* ACTIVITY *
Among the lines of the entries below, count those containing the word "JSON" and answer with the number only.

* DATA LISTING *
[Start of Attachment]

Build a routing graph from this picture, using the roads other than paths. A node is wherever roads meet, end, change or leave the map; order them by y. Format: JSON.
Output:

[End of Attachment]
[Start of Attachment]

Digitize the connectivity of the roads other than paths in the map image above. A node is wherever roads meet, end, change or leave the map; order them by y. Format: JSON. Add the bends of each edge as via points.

[End of Attachment]

* EXERCISE ANSWER *
2